Start of RECORDS FOR THE TASK

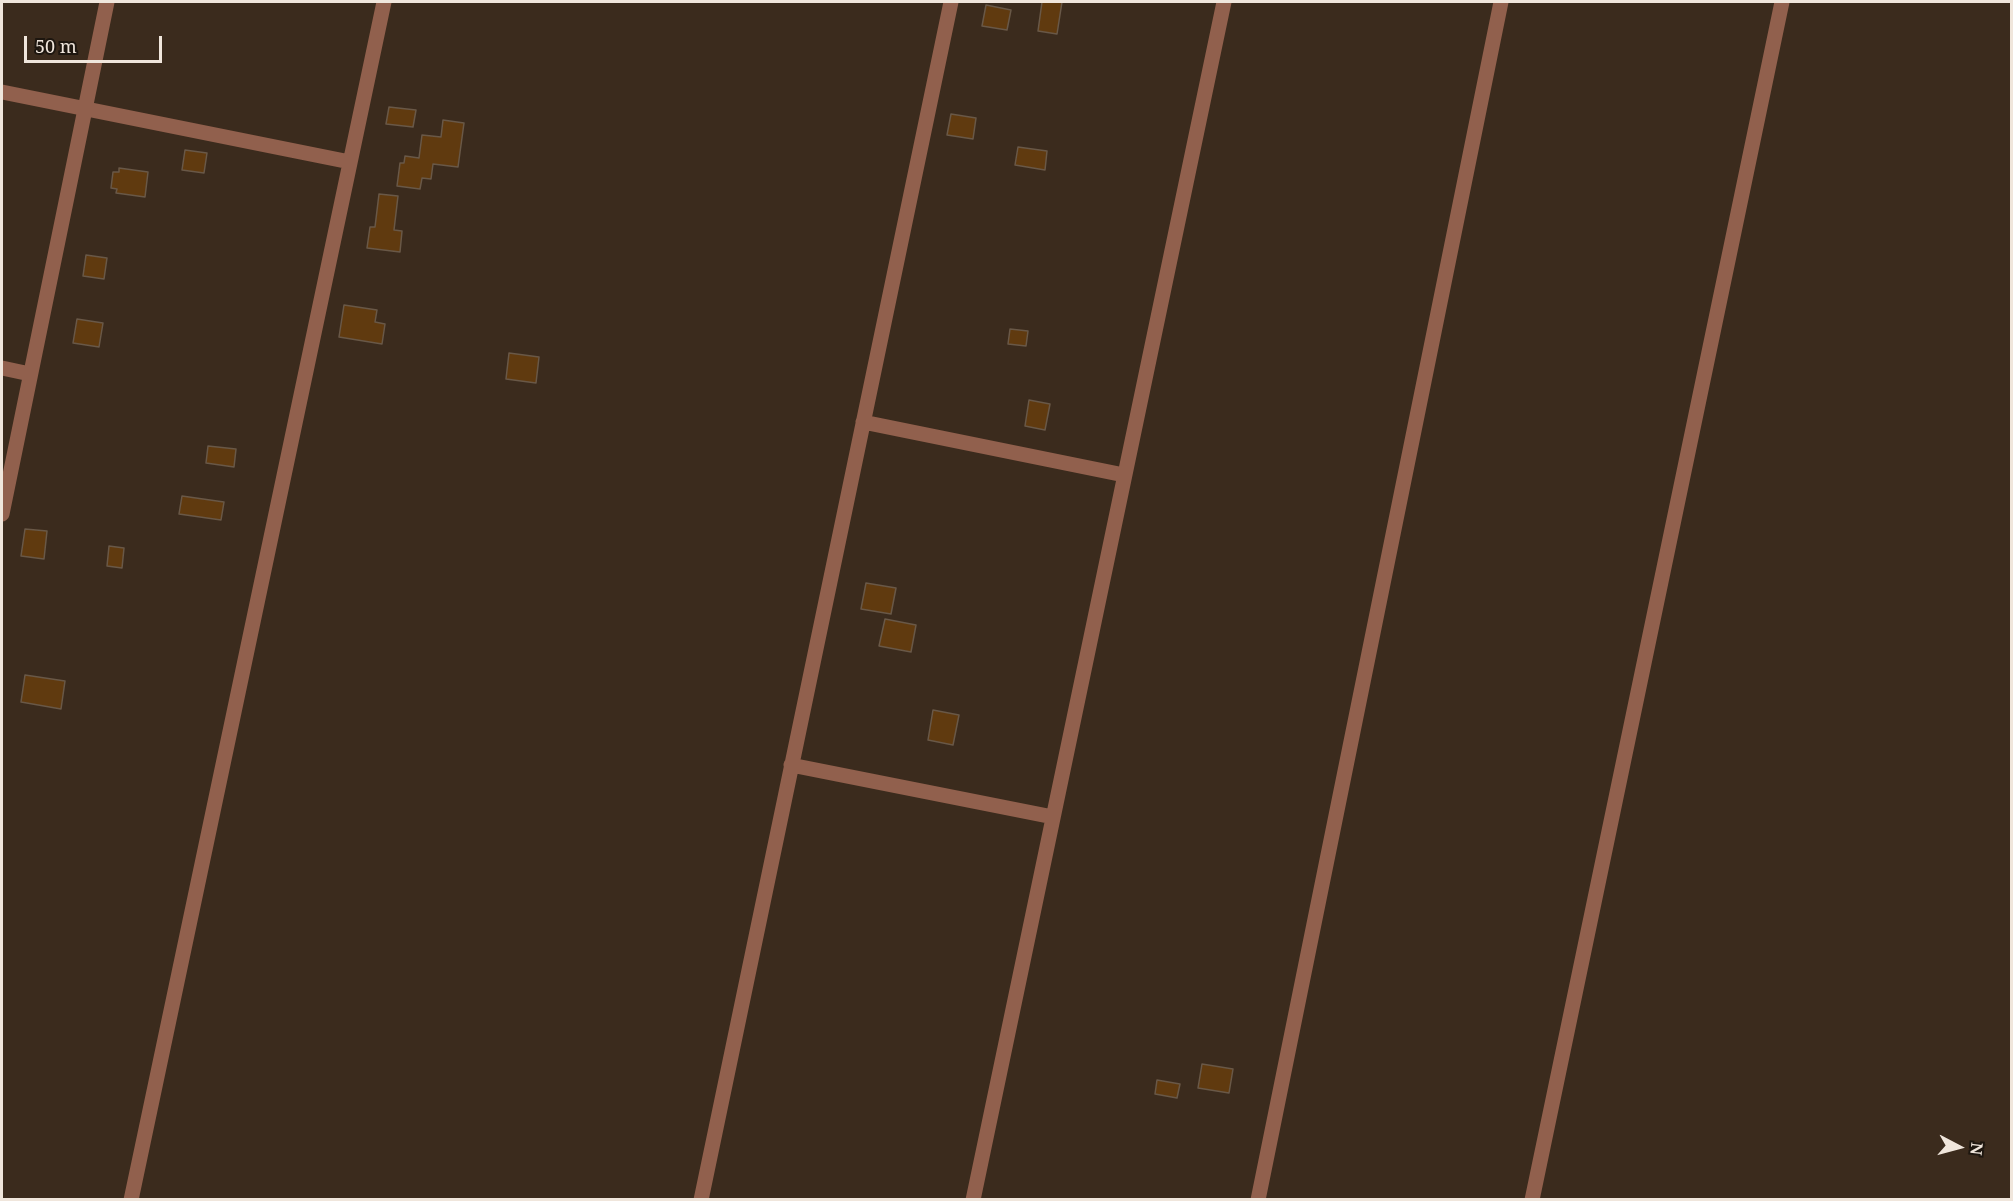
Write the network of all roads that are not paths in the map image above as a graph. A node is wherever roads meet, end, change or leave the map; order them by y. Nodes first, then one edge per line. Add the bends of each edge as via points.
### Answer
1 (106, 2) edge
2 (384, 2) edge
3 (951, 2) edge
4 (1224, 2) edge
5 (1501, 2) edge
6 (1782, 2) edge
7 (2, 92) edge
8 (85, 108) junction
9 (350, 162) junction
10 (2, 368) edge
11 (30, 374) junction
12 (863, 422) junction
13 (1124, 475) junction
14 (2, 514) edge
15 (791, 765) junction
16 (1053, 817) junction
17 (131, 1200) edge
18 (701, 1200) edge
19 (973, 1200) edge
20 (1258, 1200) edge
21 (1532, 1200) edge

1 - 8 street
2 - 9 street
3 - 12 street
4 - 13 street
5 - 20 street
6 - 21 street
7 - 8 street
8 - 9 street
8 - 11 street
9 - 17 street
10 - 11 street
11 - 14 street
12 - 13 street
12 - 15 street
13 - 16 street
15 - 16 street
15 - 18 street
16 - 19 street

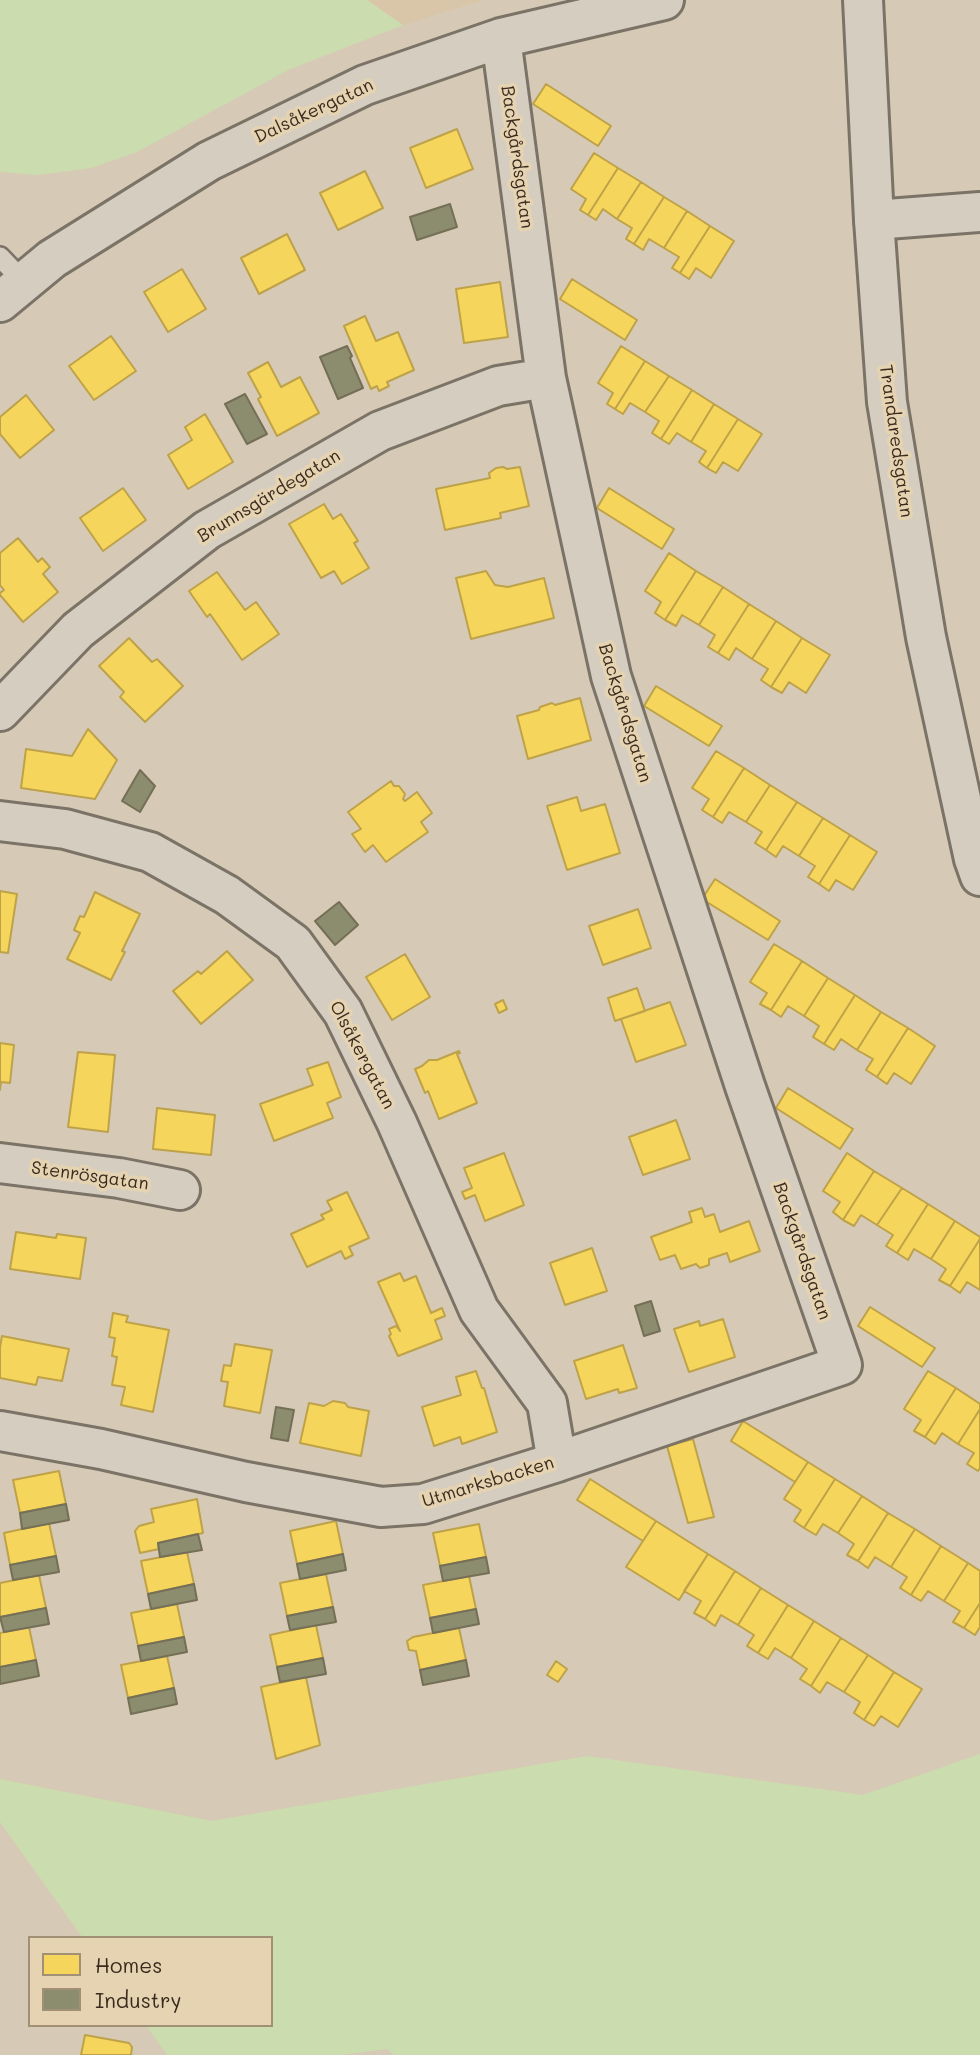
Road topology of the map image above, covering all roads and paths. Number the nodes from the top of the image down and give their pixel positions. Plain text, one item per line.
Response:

End of RECORDS FOR THE TASK

All the lines above should be reproduced exactly, and none of the pictures.

Write the network of all roads that are not paths in the map image above as a graph. A node is wherever roads meet, end, change or leave the map; order them by y. Nodes first, then one edge per line. Add the bends of each edge as via points.
### Answer
1 (106, 2) edge
2 (384, 2) edge
3 (951, 2) edge
4 (1224, 2) edge
5 (1501, 2) edge
6 (1782, 2) edge
7 (2, 92) edge
8 (85, 108) junction
9 (350, 162) junction
10 (2, 368) edge
11 (30, 374) junction
12 (863, 422) junction
13 (1124, 475) junction
14 (2, 514) edge
15 (791, 765) junction
16 (1053, 817) junction
17 (131, 1200) edge
18 (701, 1200) edge
19 (973, 1200) edge
20 (1258, 1200) edge
21 (1532, 1200) edge

1 - 8 street
2 - 9 street
3 - 12 street
4 - 13 street
5 - 20 street
6 - 21 street
7 - 8 street
8 - 9 street
8 - 11 street
9 - 17 street
10 - 11 street
11 - 14 street
12 - 13 street
12 - 15 street
13 - 16 street
15 - 16 street
15 - 18 street
16 - 19 street

Road topology of the map image above, covering all roads and paths. Number the nodes from the top of the image down and give their pixel positions. Plain text, one item per line.
Response:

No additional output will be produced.